WHAT NEEDS TO BE DONE. What is needed is a verbatim copy of every record below, with the pictures left out.

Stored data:
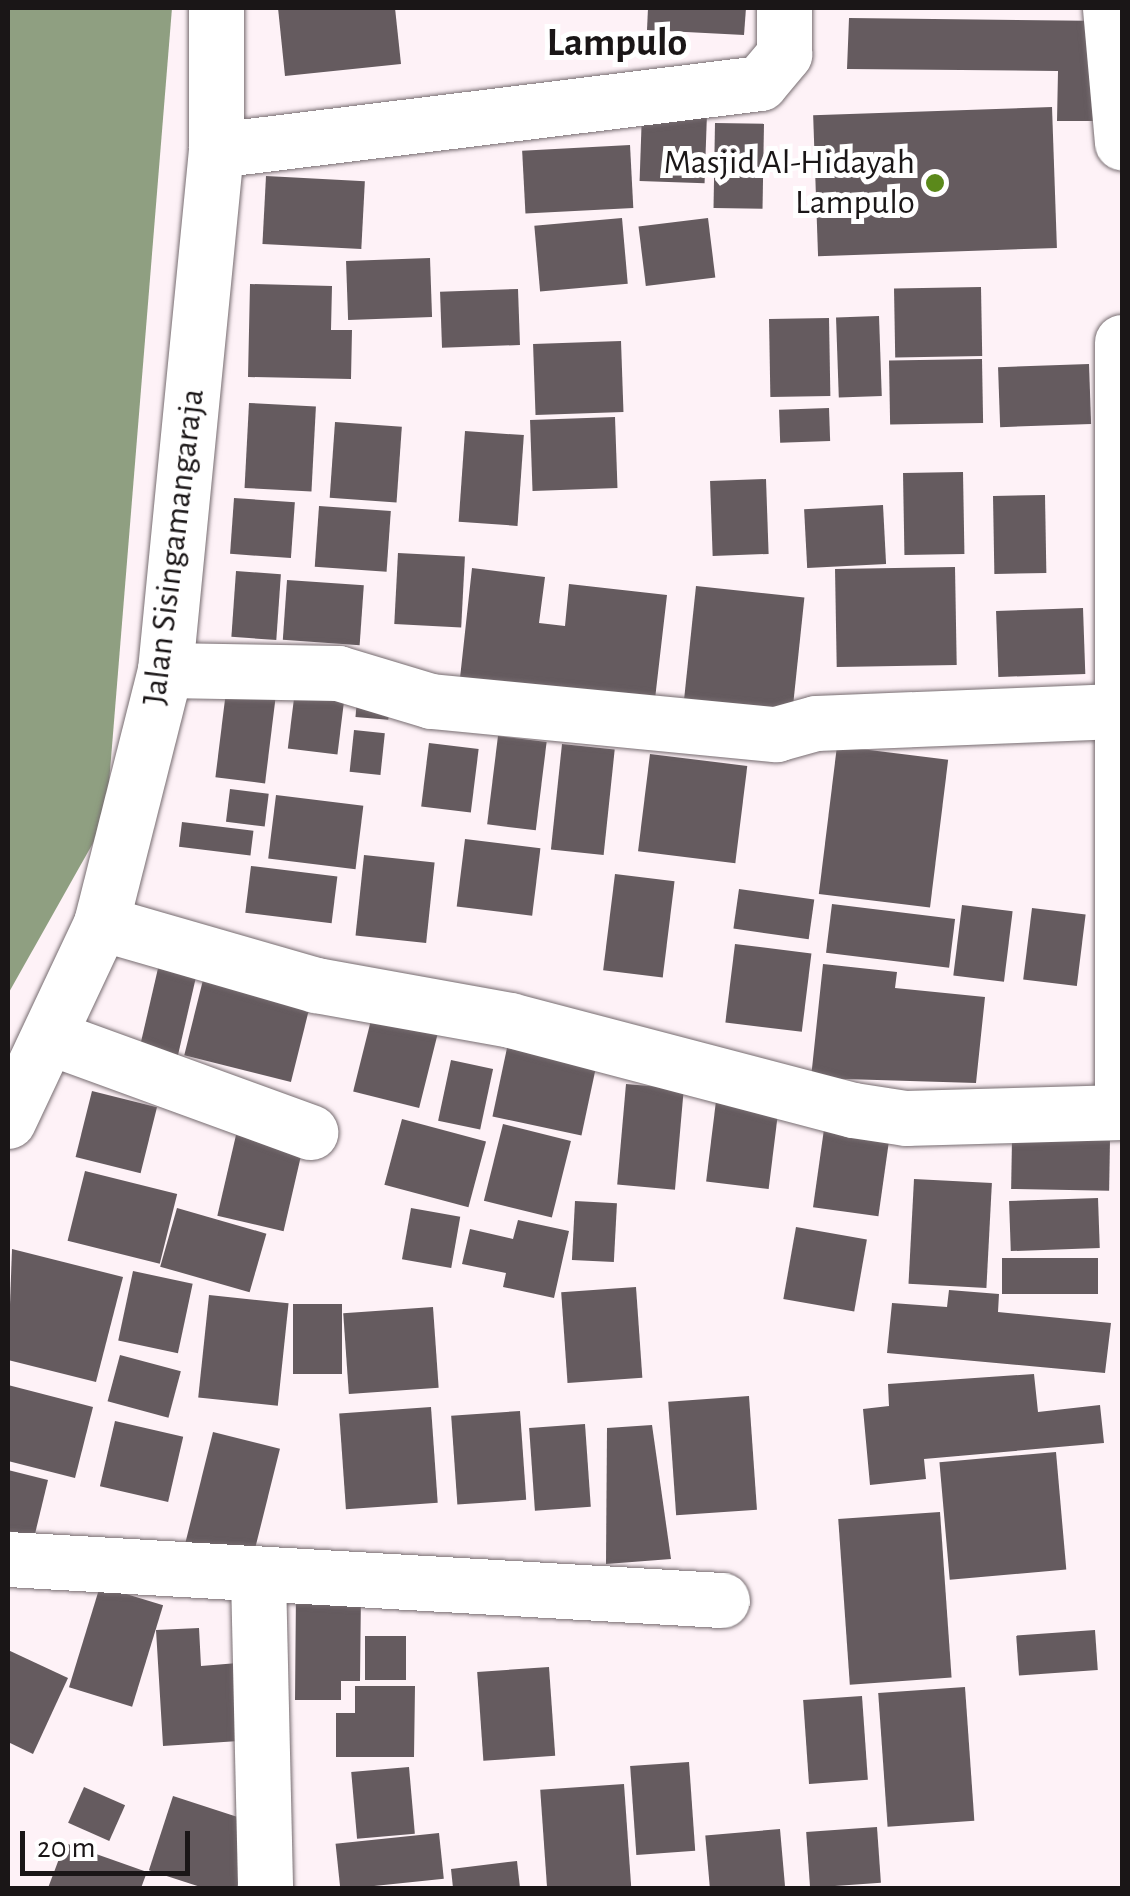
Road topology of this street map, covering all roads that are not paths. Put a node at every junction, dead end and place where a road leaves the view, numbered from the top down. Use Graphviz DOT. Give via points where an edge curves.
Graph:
graph roads {
  1 [pos="216,8"];
  2 [pos="784,8"];
  3 [pos="1110,8"];
  4 [pos="1122,142"];
  5 [pos="216,150"];
  6 [pos="1122,342"];
  7 [pos="165,670"];
  8 [pos="1117,711"];
  9 [pos="101,923"];
  10 [pos="52,1038"];
  11 [pos="1122,1093"];
  12 [pos="1122,1112"];
  13 [pos="8,1120"];
  14 [pos="310,1132"];
  15 [pos="8,1558"];
  16 [pos="258,1576"];
  17 [pos="722,1600"];
  18 [pos="266,1888"];
  1 -- 5 [label="street, Jalan Sisingamangaraja"];
  2 -- 5 [label="street" via="784,54 760,83"];
  3 -- 4 [label="street"];
  5 -- 7 [label="street, Jalan Sisingamangaraja"];
  6 -- 8 [label="street"];
  7 -- 8 [label="street" via="338,672 431,701 757,733"];
  7 -- 9 [label="street, Jalan Sisingamangaraja"];
  8 -- 11 [label="street"];
  9 -- 10 [label="street, Jalan Sisingamangaraja"];
  9 -- 12 [label="street" via="316,985 510,1020 852,1110 906,1118"];
  10 -- 13 [label="street, Jalan Sisingamangaraja"];
  10 -- 14 [label="street"];
  15 -- 16 [label="street"];
  16 -- 17 [label="street"];
  16 -- 18 [label="street"];
}
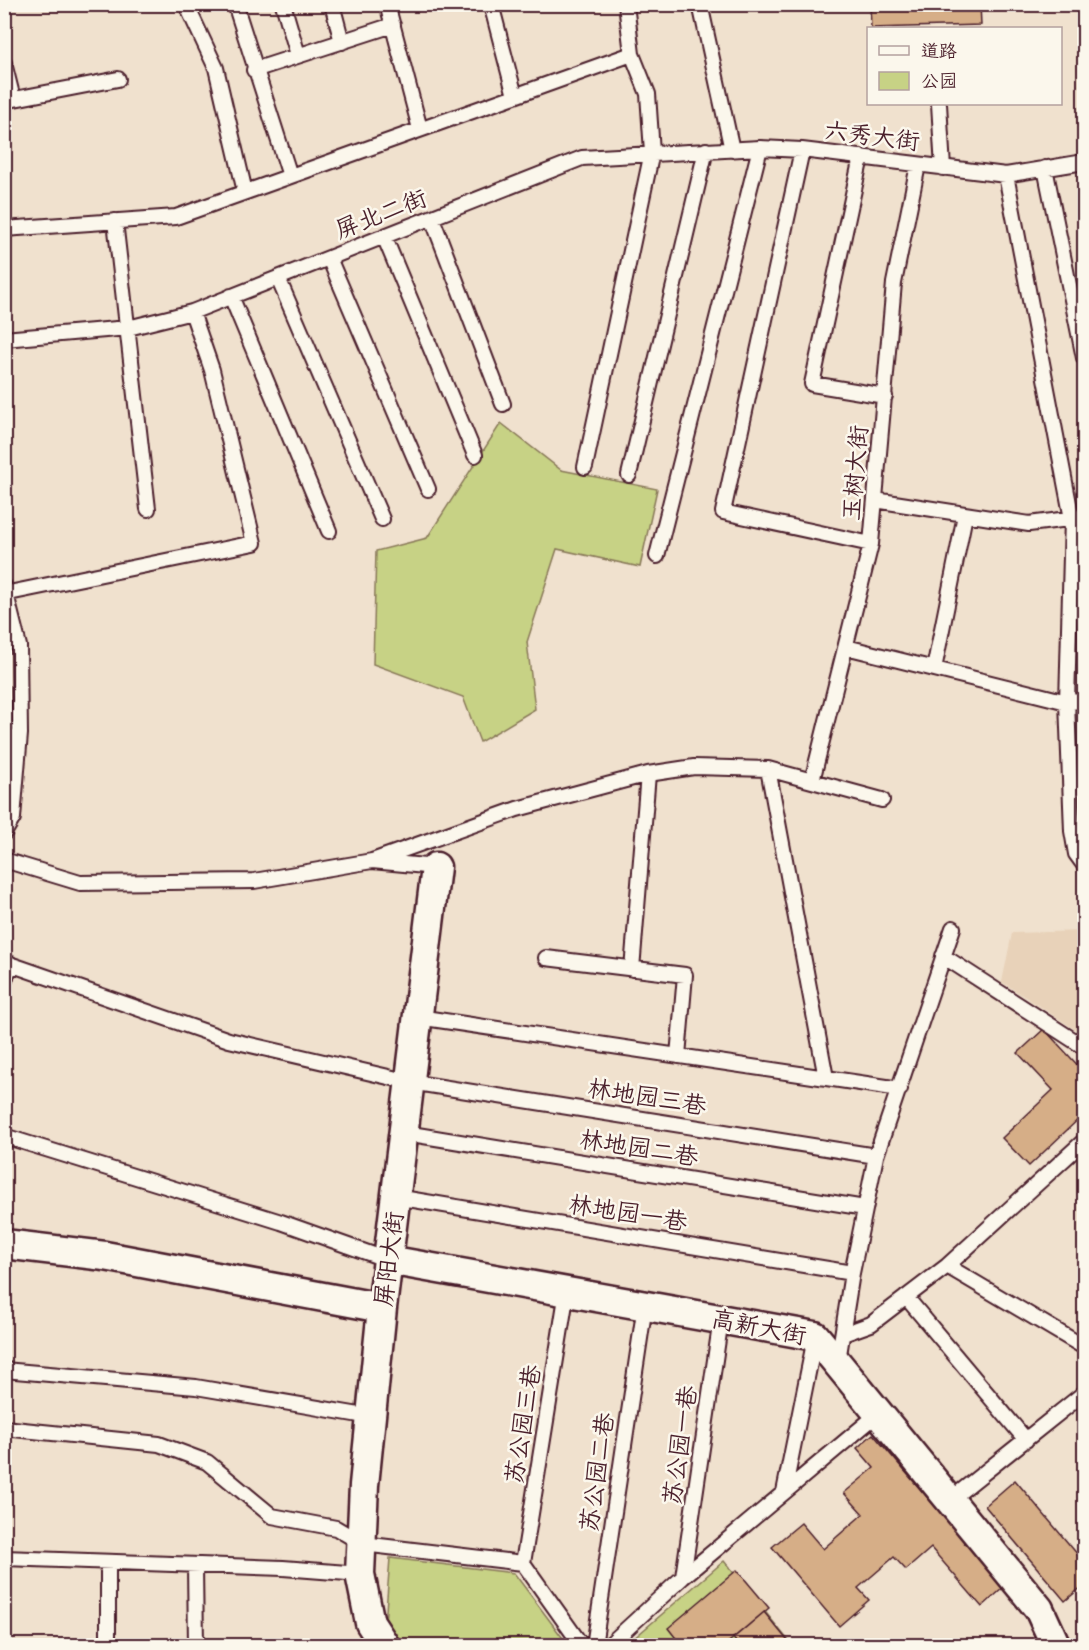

ANSWER FOR THIS EXERCISE.
Road topology of this street map, covering all roads that are not paths. Put a node at every junction, dead end and place where a road leaves the view, numbered from the top down. Use Graphviz DOT. Give via points where an edge curves.
Graph:
graph roads {
  1 [pos="216,8"];
  2 [pos="784,8"];
  3 [pos="1110,8"];
  4 [pos="1122,142"];
  5 [pos="216,150"];
  6 [pos="1122,342"];
  7 [pos="165,670"];
  8 [pos="1117,711"];
  9 [pos="101,923"];
  10 [pos="52,1038"];
  11 [pos="1122,1093"];
  12 [pos="1122,1112"];
  13 [pos="8,1120"];
  14 [pos="310,1132"];
  15 [pos="8,1558"];
  16 [pos="258,1576"];
  17 [pos="722,1600"];
  18 [pos="266,1888"];
  1 -- 5 [label="street, Jalan Sisingamangaraja"];
  2 -- 5 [label="street" via="784,54 760,83"];
  3 -- 4 [label="street"];
  5 -- 7 [label="street, Jalan Sisingamangaraja"];
  6 -- 8 [label="street"];
  7 -- 8 [label="street" via="338,672 431,701 757,733"];
  7 -- 9 [label="street, Jalan Sisingamangaraja"];
  8 -- 11 [label="street"];
  9 -- 10 [label="street, Jalan Sisingamangaraja"];
  9 -- 12 [label="street" via="316,985 510,1020 852,1110 906,1118"];
  10 -- 13 [label="street, Jalan Sisingamangaraja"];
  10 -- 14 [label="street"];
  15 -- 16 [label="street"];
  16 -- 17 [label="street"];
  16 -- 18 [label="street"];
}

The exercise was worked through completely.